■ DATA FOR ANALYSIS

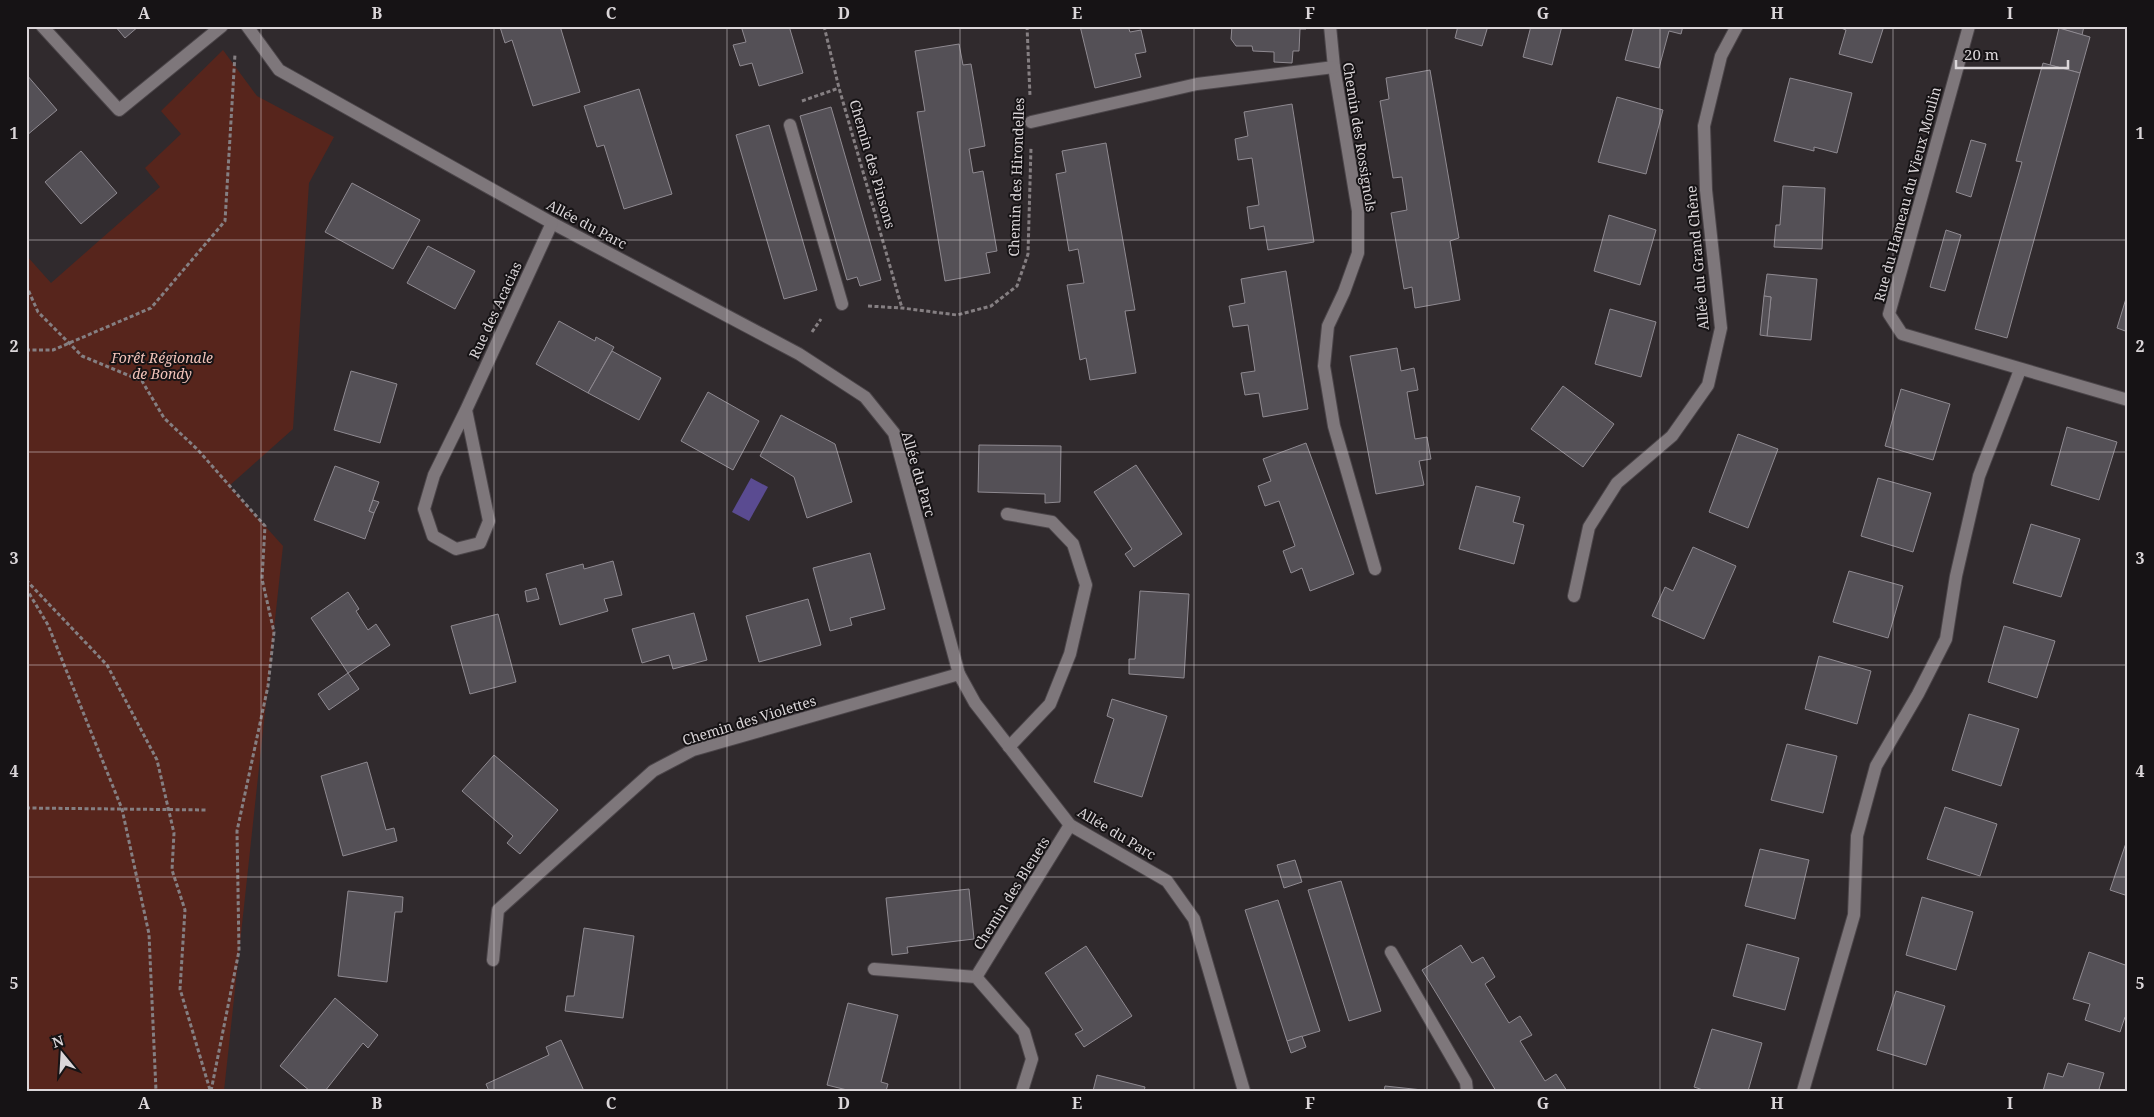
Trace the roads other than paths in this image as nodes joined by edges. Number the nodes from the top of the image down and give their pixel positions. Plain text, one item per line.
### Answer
1 (42, 26) edge
2 (222, 26) edge
3 (247, 26) edge
4 (1330, 26) edge
5 (1737, 26) edge
6 (1969, 26) edge
7 (1334, 67) junction
8 (1031, 122) road end
9 (790, 126) dead end
10 (552, 223) junction
11 (842, 304) road end
12 (2020, 370) junction
13 (2128, 400) edge
14 (466, 410) junction
15 (1007, 514) dead end
16 (1375, 569) dead end
17 (1574, 596) dead end
18 (959, 674) junction
19 (1009, 747) junction
20 (1070, 825) junction
21 (1391, 952) dead end
22 (494, 960) dead end
23 (874, 969) dead end
24 (976, 977) junction
25 (1022, 1091) edge
26 (1244, 1091) edge
27 (1467, 1091) edge
28 (1804, 1091) edge

1 - 2 street
3 - 10 street, Allée du Parc
4 - 7 street, Chemin des Rossignols
5 - 17 street, Allée du Grand Chêne
6 - 12 street, Rue du Hameau du Vieux Moulin
7 - 8 street
7 - 16 street, Chemin des Rossignols
9 - 11 street
10 - 14 street, Rue des Acacias
10 - 18 street, Allée du Parc
12 - 13 street, Rue du Hameau du Vieux Moulin
12 - 28 street
14 - 14 street, Rue des Acacias
15 - 19 street
18 - 19 street, Allée du Parc
18 - 22 street, Chemin des Violettes
19 - 20 street, Allée du Parc
20 - 24 street, Chemin des Bleuets
20 - 26 street, Allée du Parc
21 - 27 street
23 - 24 street
24 - 25 street

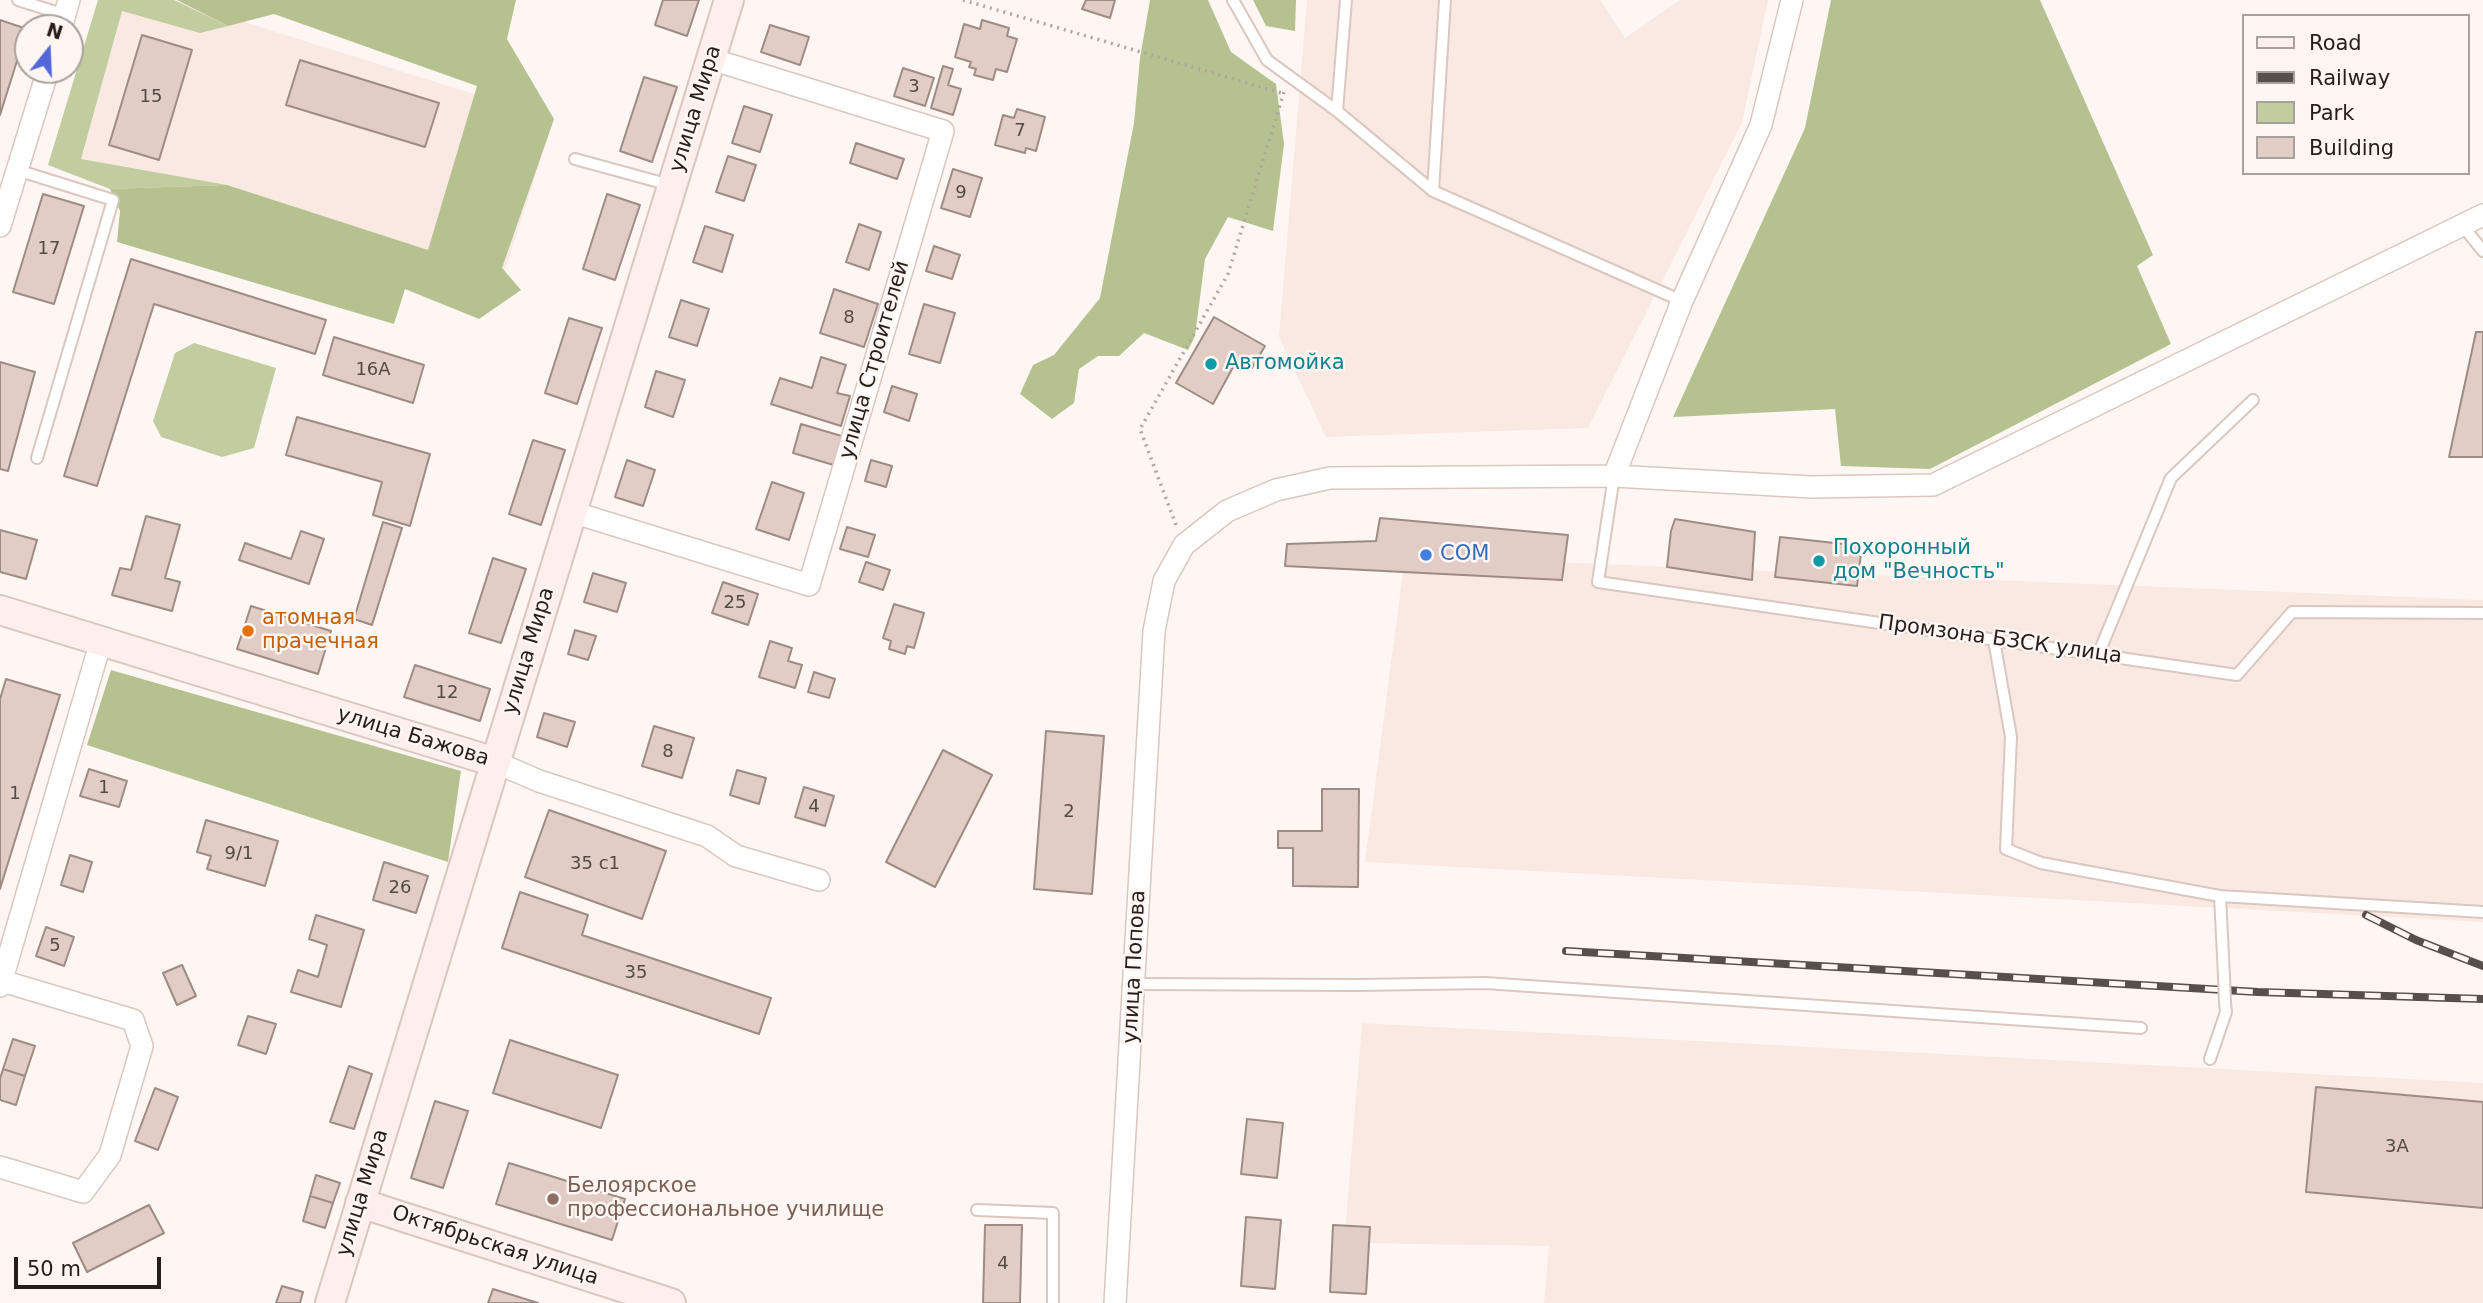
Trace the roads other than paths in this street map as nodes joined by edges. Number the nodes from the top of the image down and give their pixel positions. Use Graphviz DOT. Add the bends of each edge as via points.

■ WORK REQUEST
An exact copy of every entry above is needed, minus the pictures.

■ OUTPUT BELOW
Trace the roads other than paths in this image as nodes joined by edges. Number the nodes from the top of the image down and give their pixel positions. Plain text, one item per line.
### Answer
1 (42, 26) edge
2 (222, 26) edge
3 (247, 26) edge
4 (1330, 26) edge
5 (1737, 26) edge
6 (1969, 26) edge
7 (1334, 67) junction
8 (1031, 122) road end
9 (790, 126) dead end
10 (552, 223) junction
11 (842, 304) road end
12 (2020, 370) junction
13 (2128, 400) edge
14 (466, 410) junction
15 (1007, 514) dead end
16 (1375, 569) dead end
17 (1574, 596) dead end
18 (959, 674) junction
19 (1009, 747) junction
20 (1070, 825) junction
21 (1391, 952) dead end
22 (494, 960) dead end
23 (874, 969) dead end
24 (976, 977) junction
25 (1022, 1091) edge
26 (1244, 1091) edge
27 (1467, 1091) edge
28 (1804, 1091) edge

1 - 2 street
3 - 10 street, Allée du Parc
4 - 7 street, Chemin des Rossignols
5 - 17 street, Allée du Grand Chêne
6 - 12 street, Rue du Hameau du Vieux Moulin
7 - 8 street
7 - 16 street, Chemin des Rossignols
9 - 11 street
10 - 14 street, Rue des Acacias
10 - 18 street, Allée du Parc
12 - 13 street, Rue du Hameau du Vieux Moulin
12 - 28 street
14 - 14 street, Rue des Acacias
15 - 19 street
18 - 19 street, Allée du Parc
18 - 22 street, Chemin des Violettes
19 - 20 street, Allée du Parc
20 - 24 street, Chemin des Bleuets
20 - 26 street, Allée du Parc
21 - 27 street
23 - 24 street
24 - 25 street

Trace the roads other than paths in this street map as nodes joined by edges. Number the nodes from the top of the image down and give their pixel positions. Use Graphviz DOT. Add the bends of each edge as via points.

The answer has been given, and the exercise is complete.